Obviously, any failure to agree on appropriate monitoring mechanisms during COP-15, is likely to have serious repercussions not only for the post-Kyoto agreement in general, but also for the effectiveness of carbon markets, and other reduction mechanisms such as REDD. Luckily, there seems to be a few reasons for optimism, at least in the longer perspective.
Tom Downing at Stockholm Environment Institute-Oxford reports via Twitter, on an initiative launched in collaboration with Internet giant Google, the Carnegie Institute for Science, and Imazon. As Google reports through its official blog, it is now possible to not only view deforestation in Google Earth, but also analyze raw satellite data and “extract extract meaningful information about the world’s forests, such as locations and measurements of deforestation or even regeneration of a forest”.
What’s more, additional improvements of satellite data seem to be in the pipeline. Despite the failed launch attempt of the Orbiting Carbon Observatory (OCO) plummeting into the ocean near Antarctica in end of February 2009, there seems to be wide agreement that a new satellite could drastically change the CO2 monitoring game.

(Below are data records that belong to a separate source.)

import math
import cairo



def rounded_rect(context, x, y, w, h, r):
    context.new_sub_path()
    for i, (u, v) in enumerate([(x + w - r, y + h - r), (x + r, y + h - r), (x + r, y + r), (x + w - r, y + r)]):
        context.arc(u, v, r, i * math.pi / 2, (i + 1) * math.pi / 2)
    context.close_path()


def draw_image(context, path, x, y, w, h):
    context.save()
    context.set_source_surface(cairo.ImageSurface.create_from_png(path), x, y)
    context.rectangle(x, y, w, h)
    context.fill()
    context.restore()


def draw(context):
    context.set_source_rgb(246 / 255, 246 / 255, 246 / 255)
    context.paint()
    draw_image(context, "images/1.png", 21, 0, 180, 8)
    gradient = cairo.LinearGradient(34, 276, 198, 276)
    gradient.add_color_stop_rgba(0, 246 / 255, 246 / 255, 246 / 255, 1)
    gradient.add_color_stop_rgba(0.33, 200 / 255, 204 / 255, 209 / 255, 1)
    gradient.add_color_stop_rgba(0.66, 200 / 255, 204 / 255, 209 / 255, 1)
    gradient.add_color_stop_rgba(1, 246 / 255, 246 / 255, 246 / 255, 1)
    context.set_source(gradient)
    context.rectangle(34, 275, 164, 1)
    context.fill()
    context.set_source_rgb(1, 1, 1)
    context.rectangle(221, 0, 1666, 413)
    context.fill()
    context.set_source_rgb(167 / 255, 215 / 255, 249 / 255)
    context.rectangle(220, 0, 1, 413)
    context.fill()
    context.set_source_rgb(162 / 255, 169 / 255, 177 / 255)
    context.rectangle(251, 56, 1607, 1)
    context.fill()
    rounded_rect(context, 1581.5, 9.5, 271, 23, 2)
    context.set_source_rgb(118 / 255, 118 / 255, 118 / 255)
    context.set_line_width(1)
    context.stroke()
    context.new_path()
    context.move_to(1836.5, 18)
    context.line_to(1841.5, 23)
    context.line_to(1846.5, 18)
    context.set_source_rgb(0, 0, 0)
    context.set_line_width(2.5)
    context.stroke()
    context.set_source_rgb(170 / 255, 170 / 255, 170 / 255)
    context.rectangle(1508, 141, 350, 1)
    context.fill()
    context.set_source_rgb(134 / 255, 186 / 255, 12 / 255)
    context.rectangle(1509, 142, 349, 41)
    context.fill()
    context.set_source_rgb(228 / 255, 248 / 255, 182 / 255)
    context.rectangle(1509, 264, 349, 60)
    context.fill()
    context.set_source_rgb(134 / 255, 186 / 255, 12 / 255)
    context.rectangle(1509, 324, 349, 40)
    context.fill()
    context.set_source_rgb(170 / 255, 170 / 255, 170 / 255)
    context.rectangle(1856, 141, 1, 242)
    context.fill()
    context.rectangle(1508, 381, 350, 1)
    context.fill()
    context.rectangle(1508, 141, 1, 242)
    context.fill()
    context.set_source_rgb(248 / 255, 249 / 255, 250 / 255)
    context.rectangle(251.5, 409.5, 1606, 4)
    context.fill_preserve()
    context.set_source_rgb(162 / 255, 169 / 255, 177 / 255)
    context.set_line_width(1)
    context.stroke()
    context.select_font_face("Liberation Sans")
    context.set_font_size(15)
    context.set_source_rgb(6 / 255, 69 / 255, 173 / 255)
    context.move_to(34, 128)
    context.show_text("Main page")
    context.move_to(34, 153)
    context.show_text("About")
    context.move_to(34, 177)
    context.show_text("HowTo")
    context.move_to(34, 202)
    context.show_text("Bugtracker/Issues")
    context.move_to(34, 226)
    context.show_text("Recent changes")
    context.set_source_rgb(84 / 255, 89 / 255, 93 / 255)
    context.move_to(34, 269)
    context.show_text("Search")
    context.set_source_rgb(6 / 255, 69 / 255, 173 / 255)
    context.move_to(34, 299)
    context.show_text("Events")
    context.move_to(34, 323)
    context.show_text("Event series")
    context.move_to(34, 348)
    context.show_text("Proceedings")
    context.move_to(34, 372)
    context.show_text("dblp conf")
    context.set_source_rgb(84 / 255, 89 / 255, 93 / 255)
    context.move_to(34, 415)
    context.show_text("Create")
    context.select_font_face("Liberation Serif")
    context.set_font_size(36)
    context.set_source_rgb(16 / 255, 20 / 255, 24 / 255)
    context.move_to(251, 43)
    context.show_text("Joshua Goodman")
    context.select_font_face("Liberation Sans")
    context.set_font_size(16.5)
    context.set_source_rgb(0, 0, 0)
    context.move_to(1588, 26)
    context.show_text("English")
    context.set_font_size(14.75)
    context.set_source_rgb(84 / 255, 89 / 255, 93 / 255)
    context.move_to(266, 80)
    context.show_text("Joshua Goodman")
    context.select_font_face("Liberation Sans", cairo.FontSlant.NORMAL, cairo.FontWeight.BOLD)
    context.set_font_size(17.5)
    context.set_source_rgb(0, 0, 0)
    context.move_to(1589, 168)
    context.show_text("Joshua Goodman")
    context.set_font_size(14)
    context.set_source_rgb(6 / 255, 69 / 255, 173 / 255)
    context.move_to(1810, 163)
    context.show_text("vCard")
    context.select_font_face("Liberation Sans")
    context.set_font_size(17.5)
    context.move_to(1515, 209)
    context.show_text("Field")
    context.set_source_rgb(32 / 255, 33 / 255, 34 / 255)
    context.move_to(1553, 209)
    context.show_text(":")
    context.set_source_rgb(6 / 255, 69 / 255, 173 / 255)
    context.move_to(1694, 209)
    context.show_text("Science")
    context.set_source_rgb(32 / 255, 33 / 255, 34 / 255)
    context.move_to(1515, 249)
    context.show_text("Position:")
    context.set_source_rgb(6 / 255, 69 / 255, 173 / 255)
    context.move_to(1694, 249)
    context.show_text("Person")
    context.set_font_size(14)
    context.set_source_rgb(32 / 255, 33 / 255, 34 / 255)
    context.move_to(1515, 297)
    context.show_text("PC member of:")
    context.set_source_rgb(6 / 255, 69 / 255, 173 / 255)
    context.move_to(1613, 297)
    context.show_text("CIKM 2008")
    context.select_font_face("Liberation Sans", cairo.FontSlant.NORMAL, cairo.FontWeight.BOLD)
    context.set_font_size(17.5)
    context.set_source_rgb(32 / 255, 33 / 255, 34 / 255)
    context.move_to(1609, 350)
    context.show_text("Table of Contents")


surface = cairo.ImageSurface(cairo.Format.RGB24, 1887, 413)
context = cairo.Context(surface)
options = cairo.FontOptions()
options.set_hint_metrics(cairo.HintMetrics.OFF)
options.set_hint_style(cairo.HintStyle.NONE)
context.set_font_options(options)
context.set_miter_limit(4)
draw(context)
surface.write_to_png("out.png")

Hence not only would it be possible to track and analyze deforestation, but also measure its true CO2 impacts, in addition to the emissions from “large local sources, such as cities and power plants”.
On a similar optimistic note, Wired Science reports that a team of U.S. Geological Survey scientists have developed a web service that combines seismic data about an earthquake, with Tweets from the popular microblogging service’s users.
This sort of collaborations between science, and the massive data and technology capacities of major ICT actors, can drastically improve the sort of monitoring systems needed to underpin international environmental agreements.
The question is of course: who will be the first to design similar systems to track surprising ecosystem change in for example marine ecosystems, agricultural landscapes, or urban ecological contexts?